Simulacro
Amedida que se realicen más simulacros de atentados con armas de destrucción masiva, estas grandes tragedias de ficción constituirán el único teatro moderno, en el cual todos podremos participar como figurantes. Hay que aprender a ser masacrados.
En Seattle y Chicago se acaban de ensayar, con absoluto realismo, los efectos de una supuesta bomba radiológica o bioquímica, cuyas escenas de terror imaginario han sobrepasado el presupuesto de la película más cara de Hollywood. En las calles había una multitud de cadáveres ensangrentados con zumo de tomate, autobuses volcados, coches ardiendo, fachadas derruidas, gente despavorida que huía en medio del polvo y el humo, hospitales sobrecargados de heridos echando lamentos, mientras sonaba un bosque de sirenas de ambulancia y se encendían todas las alarmas, desde la oficina de la policía del último condado hasta el Despacho Oval del presidente.
Nadie sabe de qué lado del cielo caerá ahora sobre nuestra ciudad la gran bola de fuego ni por dónde va a penetrar en nuestra casa la plaga de moscas radiactivas, pero hay que estar preparados para una próxima hecatombe ilusoria o real.
Este miedo difuso inoculado desde el poder es hoy uno de los virus que se propaga con más fuerza entre la gente: tiene efectos paralizantes y sirve para mantenerlos a todos expectantes, pero ahormados. Las secuencias de terror fingido montadas en Seattle y Chicago, que han puesto a punto el salvamento ante un ataque terrorista, se han solapado con los atentados verídicos de Riad, de Chechenia y de Casablanca, donde ha habido decenas de muertos y centenares de heridos, que no eran extras de una película, sino víctimas llenas de autenticidad.

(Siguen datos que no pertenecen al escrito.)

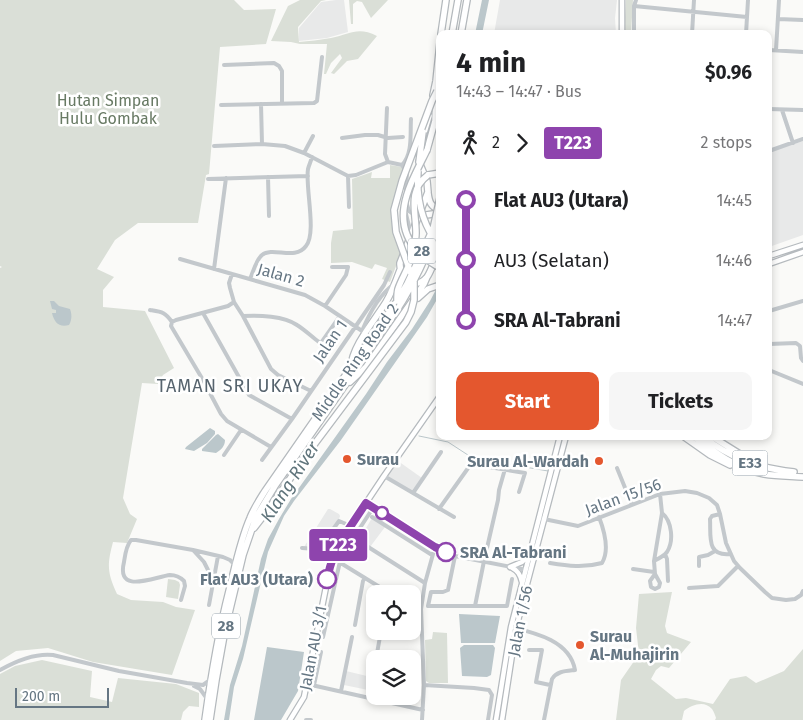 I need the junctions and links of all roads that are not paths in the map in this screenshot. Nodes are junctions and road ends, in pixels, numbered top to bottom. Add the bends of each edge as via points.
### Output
1 (446, 0) edge
2 (458, 0) edge
3 (467, 0) edge
4 (622, 0) edge
5 (636, 0) edge
6 (694, 0) edge
7 (748, 0) edge
8 (779, 0) edge
9 (634, 6) junction
10 (693, 11) junction
11 (747, 16) junction
12 (778, 19) junction
13 (803, 20) edge
14 (442, 30) edge
15 (454, 30) edge
16 (462, 30) edge
17 (622, 30) edge
18 (634, 30) edge
19 (692, 30) edge
20 (746, 30) edge
21 (772, 50) edge
22 (776, 50) junction
23 (803, 52) edge
24 (322, 58) dead end
25 (224, 65) dead end
26 (436, 89) edge
27 (436, 90) edge
28 (261, 104) junction
29 (282, 104) junction
30 (221, 105) dead end
31 (387, 108) dead end
32 (436, 108) edge
33 (772, 109) edge
34 (782, 110) junction
35 (803, 110) edge
36 (411, 119) dead end
37 (424, 122) junction
38 (312, 136) dead end
39 (386, 137) junction
40 (403, 137) dead end
41 (342, 138) dead end
42 (410, 138) junction
43 (423, 138) junction
44 (803, 140) edge
45 (793, 143) junction
46 (262, 144) junction
47 (214, 146) dead end
48 (410, 147) junction
49 (772, 149) edge
50 (304, 153) junction
51 (312, 158) junction
52 (388, 162) junction
53 (402, 165) junction
54 (436, 174) edge
55 (308, 176) junction
56 (348, 176) junction
57 (268, 177) junction
58 (226, 178) junction
59 (208, 179) dead end
60 (407, 180) junction
61 (428, 192) junction
62 (405, 198) junction
63 (349, 207) dead end
64 (436, 209) edge
65 (436, 214) edge
66 (269, 216) dead end
67 (419, 216) junction
68 (436, 216) edge
69 (436, 230) edge
70 (411, 235) junction
71 (436, 243) edge
72 (803, 245) edge
73 (803, 252) edge
74 (772, 255) edge
75 (436, 258) edge
76 (180, 259) dead end
77 (772, 263) edge
78 (436, 264) edge
79 (432, 265) junction
80 (436, 266) edge
81 (332, 267) dead end
82 (214, 269) junction
83 (400, 270) junction
84 (390, 272) dead end
85 (232, 274) junction
86 (427, 277) junction
87 (250, 279) junction
88 (405, 280) junction
89 (395, 284) junction
90 (436, 286) edge
91 (387, 300) junction
92 (397, 301) junction
93 (803, 301) edge
94 (234, 302) junction
95 (325, 306) junction
96 (408, 306) junction
97 (150, 310) dead end
98 (772, 310) edge
99 (203, 313) junction
100 (243, 316) junction
101 (340, 316) junction
102 (400, 318) junction
103 (172, 322) junction
104 (355, 326) junction
105 (364, 332) junction
106 (772, 344) edge
107 (802, 354) edge
108 (803, 361) edge
109 (351, 367) junction
110 (772, 371) edge
111 (803, 384) edge
112 (311, 391) junction
113 (340, 393) junction
114 (436, 402) edge
115 (292, 419) junction
116 (241, 430) junction
117 (559, 440) edge
118 (565, 440) edge
119 (689, 440) edge
120 (699, 440) edge
121 (707, 440) edge
122 (717, 440) edge
123 (272, 447) junction
124 (441, 452) dead end
125 (224, 455) dead end
126 (262, 460) dead end
127 (617, 468) dead end
128 (744, 468) junction
129 (505, 469) junction
130 (802, 474) edge
131 (384, 476) junction
132 (519, 492) dead end
133 (412, 493) junction
134 (660, 494) junction
135 (366, 503) junction
136 (632, 505) junction
137 (373, 508) junction
138 (439, 509) junction
139 (662, 513) junction
140 (720, 514) junction
141 (372, 517) dead end
142 (454, 517) dead end
143 (599, 517) junction
144 (541, 519) junction
145 (351, 526) junction
146 (250, 533) junction
147 (354, 538) junction
148 (435, 547) junction
149 (302, 548) dead end
150 (193, 550) junction
151 (715, 551) junction
152 (530, 552) junction
153 (666, 554) junction
154 (731, 554) junction
155 (238, 555) junction
156 (432, 555) junction
157 (454, 556) junction
158 (221, 557) junction
159 (484, 561) junction
160 (654, 561) junction
161 (340, 562) junction
162 (550, 563) dead end
163 (235, 566) junction
164 (700, 566) dead end
165 (738, 566) junction
166 (510, 567) junction
167 (633, 569) dead end
168 (527, 570) junction
169 (214, 578) junction
170 (365, 578) junction
171 (512, 579) dead end
172 (668, 581) dead end
173 (425, 583) junction
174 (522, 583) junction
175 (376, 585) edge
176 (689, 588) dead end
177 (803, 591) edge
178 (182, 600) dead end
179 (209, 605) dead end
180 (475, 606) junction
181 (355, 625) dead end
182 (514, 628) junction
183 (323, 637) dead end
184 (352, 637) dead end
185 (530, 650) dead end
186 (321, 652) dead end
187 (0, 670) edge
188 (211, 679) junction
189 (187, 683) junction
190 (307, 684) junction
191 (314, 685) junction
192 (424, 685) junction
193 (550, 685) junction
194 (342, 691) junction
195 (366, 697) edge
196 (208, 700) junction
197 (402, 705) edge
198 (423, 710) junction
199 (205, 720) edge
200 (210, 720) edge
201 (290, 720) edge
202 (422, 720) edge
203 (488, 720) edge
204 (496, 720) edge
205 (502, 720) edge
206 (544, 720) edge

1 - 14 highway
2 - 15 highway
3 - 16 highway
4 - 17 main road
5 - 9 street
6 - 10 street
7 - 11 street
8 - 12 street
9 - 10 street
9 - 18 street
10 - 11 street
10 - 19 street
11 - 20 street
12 - 13 street
12 - 22 street
21 - 22 street
22 - 23 street
24 - 29 street via 317,101
25 - 29 street via 274,63 279,66 282,71
26 - 37 highway, bridge
27 - 43 highway
28 - 29 street
28 - 30 street
28 - 46 street
31 - 39 street
32 - 80 highway, bridge via 427,150 406,194 402,217 407,235 418,252
33 - 34 street
34 - 35 street
34 - 45 street
36 - 42 street
37 - 71 highway, bridge via 418,165 418,198 426,225
37 - 146 highway, bridge via 394,210 396,232 414,282 411,312
38 - 50 street
39 - 40 street
39 - 41 street
39 - 52 street
42 - 43 street
42 - 48 street
43 - 61 highway via 418,159
44 - 45 street
45 - 49 street
46 - 47 street
46 - 50 street via 285,146
48 - 53 street
48 - 60 street via 411,164
50 - 51 street
51 - 55 street
51 - 56 street
52 - 53 street
52 - 56 street
53 - 60 street
54 - 92 highway, bridge via 423,179 415,191 414,250 398,290
55 - 57 street
55 - 87 street via 309,242 294,253 266,252 259,258
56 - 63 street
57 - 58 street
57 - 66 street
58 - 59 street
58 - 82 street
60 - 62 street
61 - 64 highway via 430,204
61 - 67 highway
62 - 67 street via 409,211
62 - 70 street
65 - 92 highway, Middle Ring Road 2 / 28, bridge via 432,229
67 - 68 highway
67 - 70 highway
69 - 113 highway, Middle Ring Road 2 / 28, bridge via 412,285
70 - 83 highway
72 - 74 main road
73 - 77 main road
75 - 79 highway
76 - 82 street, Jalan 2
78 - 79 highway
79 - 86 highway
81 - 95 street via 348,267 346,276
82 - 85 street, Jalan 2
83 - 88 highway
83 - 89 highway
84 - 104 street, Jalan 1
85 - 87 street, Jalan 2
85 - 94 street via 230,288
86 - 88 highway via 416,283
86 - 96 highway
87 - 95 street, Jalan 2 via 305,295
88 - 89 street
89 - 91 highway
89 - 105 street via 376,304
90 - 102 highway via 421,294
91 - 96 highway via 405,294
91 - 105 highway
92 - 109 highway, Middle Ring Road 2 / 28
93 - 98 street
94 - 99 street
94 - 100 street
95 - 101 street, Jalan 2
96 - 102 highway
97 - 103 street via 167,314
99 - 103 street
99 - 115 street via 249,395
100 - 101 street via 275,318 296,324 321,343
100 - 112 street via 271,369
101 - 104 street, Jalan 2
102 - 113 highway via 366,367
103 - 116 street via 171,326 221,414
104 - 105 street, Jalan 2
104 - 112 street, Jalan 1
105 - 109 highway via 355,349
106 - 107 street via 796,343
107 - 108 street
109 - 155 highway, Middle Ring Road 2 / 28 via 270,483 244,532
110 - 111 street
112 - 115 street, Jalan 1
113 - 146 highway, Middle Ring Road 2 / 28 via 269,495
114 - 131 main road, Jalan AU 3/1
115 - 123 street, Jalan 1
116 - 123 street
116 - 125 street
117 - 144 main road, Jalan 1/56
118 - 144 main road, Jalan 1/56
119 - 128 highway via 710,455
120 - 128 highway, E33
121 - 130 highway, E33 via 755,465
122 - 130 highway via 757,462
123 - 126 street, Jalan 1
124 - 133 street
127 - 136 street
128 - 130 highway, E33 via 764,474
129 - 132 street via 525,473
129 - 138 street via 471,464
129 - 159 street
131 - 133 street
131 - 135 main road, Jalan AU 3/1
133 - 138 street
134 - 136 street, Jalan 15/56
134 - 139 street
134 - 140 street, Jalan 15/56 via 698,492 714,501
135 - 137 street
135 - 145 main road, Jalan AU 3/1
136 - 143 street, Jalan 15/56
137 - 147 street
137 - 148 street
138 - 142 street
139 - 153 street via 670,528 670,545
139 - 160 street
140 - 151 street via 710,519 711,544
140 - 154 street, Jalan 15/56
141 - 156 street
143 - 144 street, Jalan 15/56 via 578,526
143 - 162 street via 606,536 602,563 569,567
144 - 152 main road, Jalan 1/56
144 - 168 main road, Jalan 1/56
145 - 149 street via 339,521 317,550
145 - 190 main road, Jalan AU 3/1 via 336,548 330,567
146 - 200 highway, Middle Ring Road 2 / 28 via 225,630
147 - 161 street
147 - 173 street
148 - 156 street
148 - 157 street
150 - 158 street
150 - 169 street
150 - 178 street via 132,540 123,564 124,577 130,581 180,577 185,586
151 - 154 street
151 - 164 street via 699,557
152 - 166 main road via 522,562
152 - 168 main road, Jalan 1/56
153 - 160 street
153 - 172 street
154 - 165 street, Jalan 15/56
155 - 158 street
155 - 163 highway, Middle Ring Road 2 / 28
156 - 173 street
157 - 159 street
157 - 180 street via 448,590 431,592 428,606
158 - 163 street
158 - 169 street
159 - 166 street
159 - 180 street
160 - 167 street via 654,573
161 - 170 street
161 - 183 street
163 - 188 highway, Middle Ring Road 2 / 28
165 - 176 street via 718,586
165 - 177 street, Jalan 15/56 via 772,598 795,599
166 - 168 street
166 - 174 main road via 519,573
168 - 174 main road, Jalan 1/56
168 - 182 main road, Jalan 1/56
169 - 179 street
170 - 175 street
170 - 181 street
171 - 180 street via 507,606
173 - 192 street via 421,608
174 - 182 main road, Jalan 1/56
182 - 193 street via 555,642 571,656 575,670 555,674
182 - 204 main road, Jalan 1/56
182 - 205 main road, Jalan 1/56
184 - 194 street
185 - 193 street via 542,650 536,682
186 - 191 street
187 - 189 street via 15,662 45,654
188 - 189 street via 203,685
188 - 196 highway, Middle Ring Road 2 / 28
189 - 196 street via 200,689
190 - 191 street
190 - 201 main road, Jalan AU 3/1 via 304,697
191 - 194 street
192 - 198 street
192 - 203 street via 489,690 492,695
193 - 206 street
194 - 195 street
196 - 199 highway, Middle Ring Road 2 / 28
197 - 198 street
198 - 202 street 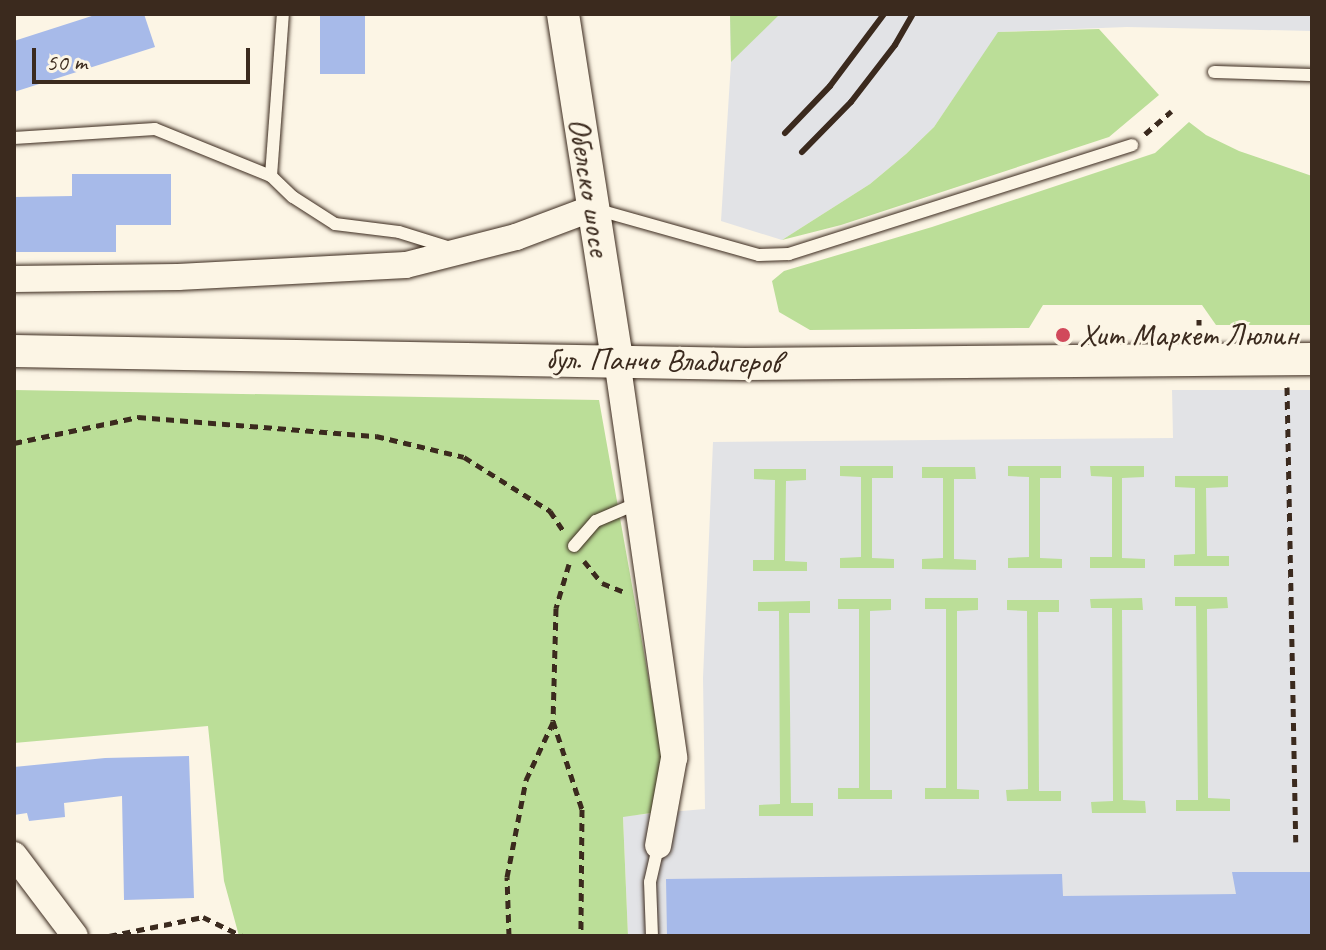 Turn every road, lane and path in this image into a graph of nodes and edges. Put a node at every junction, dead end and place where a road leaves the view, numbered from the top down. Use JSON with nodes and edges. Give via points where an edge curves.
{"nodes":[{"id":1,"x":283,"y":14,"type":"edge"},
{"id":2,"x":563,"y":14,"type":"edge"},
{"id":3,"x":1214,"y":72,"type":"dead end"},
{"id":4,"x":1312,"y":75,"type":"edge"},
{"id":5,"x":1171,"y":111,"type":"dead end"},
{"id":6,"x":1152,"y":128,"type":"dead end"},
{"id":7,"x":14,"y":138,"type":"edge"},
{"id":8,"x":1132,"y":145,"type":"dead end"},
{"id":9,"x":271,"y":176,"type":"junction"},
{"id":10,"x":593,"y":208,"type":"junction"},
{"id":11,"x":460,"y":251,"type":"junction"},
{"id":12,"x":14,"y":279,"type":"edge"},
{"id":13,"x":14,"y":351,"type":"edge"},
{"id":14,"x":617,"y":360,"type":"junction"},
{"id":15,"x":1300,"y":368,"type":"edge"},
{"id":16,"x":14,"y":443,"type":"edge"},
{"id":17,"x":638,"y":503,"type":"junction"},
{"id":18,"x":574,"y":546,"type":"junction"},
{"id":19,"x":650,"y":601,"type":"junction"},
{"id":20,"x":553,"y":721,"type":"junction"},
{"id":21,"x":1296,"y":842,"type":"dead end"},
{"id":22,"x":658,"y":846,"type":"joint"},
{"id":23,"x":14,"y":855,"type":"edge"},
{"id":24,"x":75,"y":936,"type":"edge"},
{"id":25,"x":109,"y":936,"type":"edge"},
{"id":26,"x":242,"y":936,"type":"edge"},
{"id":27,"x":509,"y":936,"type":"edge"},
{"id":28,"x":581,"y":936,"type":"edge"},
{"id":29,"x":652,"y":936,"type":"edge"}],
"edges":[{"from":1,"to":9,"type":"lane"},
{"from":2,"to":10,"type":"street","name":"Обелско шосе"},
{"from":3,"to":4,"type":"lane"},
{"from":5,"to":6,"type":"path"},
{"from":7,"to":9,"type":"lane","via":[[155,129]]},
{"from":8,"to":10,"type":"lane","via":[[789,254],[759,255]]},
{"from":9,"to":11,"type":"lane","via":[[335,224],[399,232]]},
{"from":10,"to":11,"type":"street"},
{"from":10,"to":14,"type":"street","name":"Обелско шосе"},
{"from":11,"to":12,"type":"street","via":[[406,265]]},
{"from":13,"to":14,"type":"street","name":"бул. Панчо Владигеров"},
{"from":14,"to":15,"type":"street","name":"бул. Панчо Владигеров"},
{"from":14,"to":17,"type":"street"},
{"from":15,"to":21,"type":"path"},
{"from":16,"to":18,"type":"path","via":[[138,417],[376,436],[464,457],[550,511]]},
{"from":17,"to":18,"type":"lane","via":[[596,521]]},
{"from":17,"to":19,"type":"street"},
{"from":18,"to":19,"type":"path","via":[[602,583]]},
{"from":18,"to":20,"type":"path","via":[[556,608]]},
{"from":19,"to":22,"type":"street","via":[[674,758]]},
{"from":20,"to":27,"type":"path","via":[[526,780],[507,877]]},
{"from":20,"to":28,"type":"path","via":[[582,809]]},
{"from":22,"to":29,"type":"lane","via":[[650,882]]},
{"from":23,"to":24,"type":"street"},
{"from":25,"to":26,"type":"path","via":[[203,917]]}]}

A medida que aumenten los atentados, se multiplicarán también los simulacros y llegará un día en que será muy difícil discernir entre la realidad y la ficción, en este teatro del miedo global e indivisible.
Cuando el poder dispone uno de estos montajes de terror, la policía avisa con una carta en los buzones o a través de mensajes televisivos. Pero los buzones están ya atiborrados de folletos anunciando otros sucesos más increíbles. Y la televisión no deja de ser un conjunto de algodones azules y rosas, donde los muertos reales no se distinguen de los muñecos animados.
La única realidad es que nuestra civilización se prepara cada día para una hecatombe y en este ensayo el poder siempre nos otorga el papel de víctimas, aunque, de momento, sólo ensangrentadas con zumo de tomate.